Over the years, my daughter became sicker and sicker. Then, on January 26, 2000, my daughter lost her battle with AIDS. The angel of death had come and taken my little girl away from me. She was only 12 when she died. After his death, I fell into a deep depression and even tried to kill myself a few times. Then I realized that my daughter would want me to live. So I received advice on how to deal with the pain and grief I was feeling. Eventually, I got better and started living my life again.
Then in December 2009, God had mercy on me and I started taking a new drug called Atripla. When I started taking Atripla my CD4 count was low at 22 and my viral load was very high at 1.5 million. I responded very well to the Atripla and my counts went up quickly and my viral load went down quickly. Today, almost three years later, my CD4 count is 649, the highest it has ever been, and my viral load is undetectable. I finally found my miracle drug and I am beating this disease one day at a time. I am now attending Nashville State Community College where I am pursuing an Associate’s degree in Office Administration with a Medical Vocational Concentration.

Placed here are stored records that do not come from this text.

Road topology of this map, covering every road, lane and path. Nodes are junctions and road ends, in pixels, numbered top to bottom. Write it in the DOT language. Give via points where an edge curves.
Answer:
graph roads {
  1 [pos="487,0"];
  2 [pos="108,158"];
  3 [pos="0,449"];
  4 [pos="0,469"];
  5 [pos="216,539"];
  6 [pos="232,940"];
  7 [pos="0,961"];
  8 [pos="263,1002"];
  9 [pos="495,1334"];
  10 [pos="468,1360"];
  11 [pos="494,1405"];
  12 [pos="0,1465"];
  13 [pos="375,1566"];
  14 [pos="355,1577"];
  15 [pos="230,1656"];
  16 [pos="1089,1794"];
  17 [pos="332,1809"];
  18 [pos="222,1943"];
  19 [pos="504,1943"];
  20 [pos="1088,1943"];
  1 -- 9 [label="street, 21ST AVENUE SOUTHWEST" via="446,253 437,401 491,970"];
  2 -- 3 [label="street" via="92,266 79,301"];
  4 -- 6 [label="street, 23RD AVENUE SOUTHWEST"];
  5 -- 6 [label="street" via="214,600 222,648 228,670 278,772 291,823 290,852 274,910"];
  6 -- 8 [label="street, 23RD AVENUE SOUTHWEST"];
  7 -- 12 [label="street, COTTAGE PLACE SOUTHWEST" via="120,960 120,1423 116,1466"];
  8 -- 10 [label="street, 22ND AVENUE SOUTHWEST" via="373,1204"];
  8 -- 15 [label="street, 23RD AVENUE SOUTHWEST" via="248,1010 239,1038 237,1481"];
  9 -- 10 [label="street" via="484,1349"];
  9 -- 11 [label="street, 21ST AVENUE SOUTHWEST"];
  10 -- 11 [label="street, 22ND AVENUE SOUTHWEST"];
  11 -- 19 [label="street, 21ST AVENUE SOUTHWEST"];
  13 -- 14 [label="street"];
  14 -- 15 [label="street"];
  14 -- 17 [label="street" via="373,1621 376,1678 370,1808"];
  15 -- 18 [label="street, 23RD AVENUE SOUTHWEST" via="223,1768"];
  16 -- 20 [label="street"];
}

I have a 3.0 to 3.4 GPA average. I have also become a writer for several websites, which has allowed me to share my stories in the hope that it will encourage others. I just want to say that AIDS doesn’t have to be a death sentence, there is life after an AIDS diagnosis. If I can share one piece of advice, it would be to fight this disease head on, keep a positive attitude, and believe in your higher power.